Mais avoir un bon réseau n'est même plus une condition nécessaire. Internet se charge de tout. Des forums de bodybuilders évoquant librement le nom des produits à prendre aux sites chinois douteux qui les proposent contre de l'argent, vous trouverez à peu près tout ce que vous voudrez. Sans parler du « Darknet », cette face cachée de la Toile planétaire, vite transformable en une sorte d'épicerie géante de l'illégalité, accessible après quelques manipulations sur ordinateur, où se monnaient fusils d'assaut et sachets d'héroïne, reléguant d'ailleurs les produits dopants au rang objectif de gadgets.

« On n'est jamais très sûr que le produit qu'on achète est véritablement la substance active, précise Xavier Bigard, le conseiller scientifique du président de l'Agence française de lutte antidopage (AFLD), qui ne peut imaginer une initiative personnelle des athlètes concernant une molécule encore très confidentielle. De plus, les protocoles à suivre pour le FG-4592 ne sont absolument pas formalisés. Une prise deux fois par jour est-elle nécessaire ? Ou est-ce qu'une fois par semaine suffit ? Quelle dose faut-il ingérer pour passer entre les mailles du filet ? » Laura Staebler, manager technique chez Cayman Lab, prévient aussi qu' « on ne connaît rien de ses effets secondaires. Ce n'est pas un médicament parce que les recherches ne sont pas terminées. Il est très possible que des produits soient importés par des scientifiques puis redistribués dans d'autres pays. Cela peut se révéler très dangereux. »

On ne connaît rien des effets secondaires

D'ailleurs, les recherches autour d'un cousin du FG-4592, le FG-2216, s'étaient brusquement arrêtées en 2007 après la mort d'un des patients lors d'essais cliniques menés par le laboratoire californien Fibrogen. L'administration sanitaire américaine (la célèbre Food and Drug Administration) avait finalement autorisé la reprise des travaux, un an plus tard.

Mais les risques encourus n'ont que trop peu d'effets dissuasifs sur les athlètes. « Ils s'en foutent complètement, soupire Xavier Bigard. Pour retrouver les sommets ou y rester, pour monter dans la hiérarchie, le sportif est prêt à n'importe quoi.
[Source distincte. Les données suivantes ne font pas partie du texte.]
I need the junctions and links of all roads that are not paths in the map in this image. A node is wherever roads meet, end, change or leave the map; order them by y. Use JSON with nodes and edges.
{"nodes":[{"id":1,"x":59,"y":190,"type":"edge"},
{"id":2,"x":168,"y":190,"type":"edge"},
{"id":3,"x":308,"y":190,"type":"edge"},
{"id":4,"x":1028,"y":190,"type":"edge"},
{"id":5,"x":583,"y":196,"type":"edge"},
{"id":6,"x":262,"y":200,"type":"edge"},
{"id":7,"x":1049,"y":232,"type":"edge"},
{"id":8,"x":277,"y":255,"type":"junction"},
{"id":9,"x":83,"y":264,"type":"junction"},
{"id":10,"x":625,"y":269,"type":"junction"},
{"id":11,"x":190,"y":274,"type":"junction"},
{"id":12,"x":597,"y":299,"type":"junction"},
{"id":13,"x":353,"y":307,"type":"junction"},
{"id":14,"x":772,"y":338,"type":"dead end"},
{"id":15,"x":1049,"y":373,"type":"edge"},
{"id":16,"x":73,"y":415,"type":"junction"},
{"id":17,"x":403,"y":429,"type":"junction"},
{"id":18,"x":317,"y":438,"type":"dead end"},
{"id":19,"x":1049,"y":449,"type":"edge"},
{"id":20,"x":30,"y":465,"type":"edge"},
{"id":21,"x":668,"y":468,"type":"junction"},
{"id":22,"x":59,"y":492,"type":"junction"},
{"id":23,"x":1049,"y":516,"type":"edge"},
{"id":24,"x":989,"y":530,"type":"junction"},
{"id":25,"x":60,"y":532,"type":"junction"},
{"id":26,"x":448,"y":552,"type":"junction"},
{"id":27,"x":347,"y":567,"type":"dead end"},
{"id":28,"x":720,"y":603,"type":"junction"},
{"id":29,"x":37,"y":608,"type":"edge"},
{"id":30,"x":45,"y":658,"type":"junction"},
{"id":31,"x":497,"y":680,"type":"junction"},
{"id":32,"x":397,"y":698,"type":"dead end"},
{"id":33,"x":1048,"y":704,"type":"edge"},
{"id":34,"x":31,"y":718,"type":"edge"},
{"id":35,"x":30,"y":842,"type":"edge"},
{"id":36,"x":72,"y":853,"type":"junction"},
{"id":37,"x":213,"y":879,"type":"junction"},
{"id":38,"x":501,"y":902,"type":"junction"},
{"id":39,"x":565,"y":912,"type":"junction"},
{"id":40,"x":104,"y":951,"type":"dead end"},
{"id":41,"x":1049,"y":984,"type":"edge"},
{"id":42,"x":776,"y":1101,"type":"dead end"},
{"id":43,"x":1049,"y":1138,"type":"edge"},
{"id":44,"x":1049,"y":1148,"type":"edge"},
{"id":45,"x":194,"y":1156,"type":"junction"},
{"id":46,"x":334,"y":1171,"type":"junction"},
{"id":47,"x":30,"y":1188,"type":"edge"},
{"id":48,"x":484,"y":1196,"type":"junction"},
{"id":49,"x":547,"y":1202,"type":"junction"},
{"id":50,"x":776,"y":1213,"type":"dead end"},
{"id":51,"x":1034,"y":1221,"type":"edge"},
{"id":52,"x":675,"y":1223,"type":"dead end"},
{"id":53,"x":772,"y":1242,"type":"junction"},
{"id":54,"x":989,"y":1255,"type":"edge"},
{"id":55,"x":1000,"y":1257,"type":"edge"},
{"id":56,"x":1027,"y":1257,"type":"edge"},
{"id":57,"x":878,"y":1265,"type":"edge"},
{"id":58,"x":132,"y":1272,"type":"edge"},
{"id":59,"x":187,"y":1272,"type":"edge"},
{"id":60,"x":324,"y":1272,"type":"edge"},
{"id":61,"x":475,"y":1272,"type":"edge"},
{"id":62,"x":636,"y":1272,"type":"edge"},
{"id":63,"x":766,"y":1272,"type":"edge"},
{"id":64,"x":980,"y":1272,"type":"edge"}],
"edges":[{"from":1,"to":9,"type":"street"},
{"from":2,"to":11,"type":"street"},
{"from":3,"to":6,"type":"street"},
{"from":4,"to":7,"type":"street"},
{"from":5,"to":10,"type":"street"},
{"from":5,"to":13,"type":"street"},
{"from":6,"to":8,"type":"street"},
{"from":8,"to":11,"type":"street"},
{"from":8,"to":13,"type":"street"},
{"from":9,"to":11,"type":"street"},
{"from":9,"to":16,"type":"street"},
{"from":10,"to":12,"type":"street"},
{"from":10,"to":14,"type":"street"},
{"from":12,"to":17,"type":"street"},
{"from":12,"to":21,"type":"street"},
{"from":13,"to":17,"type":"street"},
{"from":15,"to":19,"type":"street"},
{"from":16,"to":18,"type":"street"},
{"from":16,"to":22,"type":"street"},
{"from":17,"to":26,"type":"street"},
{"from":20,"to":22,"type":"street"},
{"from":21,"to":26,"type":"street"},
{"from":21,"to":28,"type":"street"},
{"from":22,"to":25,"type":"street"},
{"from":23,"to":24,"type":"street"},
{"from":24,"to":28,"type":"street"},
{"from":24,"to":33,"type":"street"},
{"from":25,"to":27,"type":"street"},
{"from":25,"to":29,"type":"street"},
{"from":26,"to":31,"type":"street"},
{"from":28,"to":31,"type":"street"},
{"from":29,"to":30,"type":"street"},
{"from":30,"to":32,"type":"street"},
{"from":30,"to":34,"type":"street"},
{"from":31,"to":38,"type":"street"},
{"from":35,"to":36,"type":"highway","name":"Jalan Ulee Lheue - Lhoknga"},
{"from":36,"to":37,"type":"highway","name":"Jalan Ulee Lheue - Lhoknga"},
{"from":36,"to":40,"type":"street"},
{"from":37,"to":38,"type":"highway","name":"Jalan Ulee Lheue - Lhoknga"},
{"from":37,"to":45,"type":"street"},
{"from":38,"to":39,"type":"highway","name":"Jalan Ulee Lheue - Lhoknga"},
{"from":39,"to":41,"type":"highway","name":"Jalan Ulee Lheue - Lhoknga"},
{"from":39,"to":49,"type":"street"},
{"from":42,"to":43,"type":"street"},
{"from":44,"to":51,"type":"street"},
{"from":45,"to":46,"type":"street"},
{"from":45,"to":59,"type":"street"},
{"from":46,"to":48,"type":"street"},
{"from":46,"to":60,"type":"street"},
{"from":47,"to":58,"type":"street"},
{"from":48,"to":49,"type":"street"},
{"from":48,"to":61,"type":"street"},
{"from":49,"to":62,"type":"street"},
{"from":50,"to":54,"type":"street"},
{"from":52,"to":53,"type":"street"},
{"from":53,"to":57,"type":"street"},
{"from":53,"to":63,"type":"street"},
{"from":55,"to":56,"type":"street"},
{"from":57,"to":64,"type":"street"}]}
Y compris à utiliser ce genre de substances en en ignorant les effets secondaires. »

Le laboratoire de Châtenay-Malabry a été le premier à détecter la substance - chez Bertrand Moulinet -, en profitant pour réajuster sa réputation, en berne depuis quelques années (*). « Tout le monde sait aujourd'hui que la molécule est détectable, elle est donc morte, assure Jean-Pierre de Mondenard, médecin du sport, spécialiste du dopage. Des microdoses, comme pratiquées actuellement avec l'EPO pour éviter les contrôles positifs, seraient inefficaces. » Xavier Bigard se contente, lui, d'« espérer que ce soit dissuasif ». De fait, le temps de maintien du FG-4592 dans l'organisme (...) n'est pas encore entièrement établi. Mais d'autres dangers guettent. « Certaines molécules similaires sont abandonnées tôt par les laboratoires car ils ont trouvé plus efficace ou moins toxique, explique Michel Audran. Toutefois, les données sont publiées. Il suffit d'être un bon chimiste pour reproduire ces molécules. Un laboratoire clandestin peut donc très bien développer ce type de produit en promettant aux athlètes les mêmes effets que le produit ‘'leader'', tout en sachant qu'elle ne sera pas détectée, puisque pas recherchée. » Une course sans fin.

(*) En 2000, le test de détection de l'EPO, mis au point par Jacques de Ceaurriz et Françoise Lasne, avait assis la réputation du labo, également en pointe dans l'affaire Landis (2006) et les tests rétroactifs de 1999 sur Lance Armstrong, dévoilés en 2005.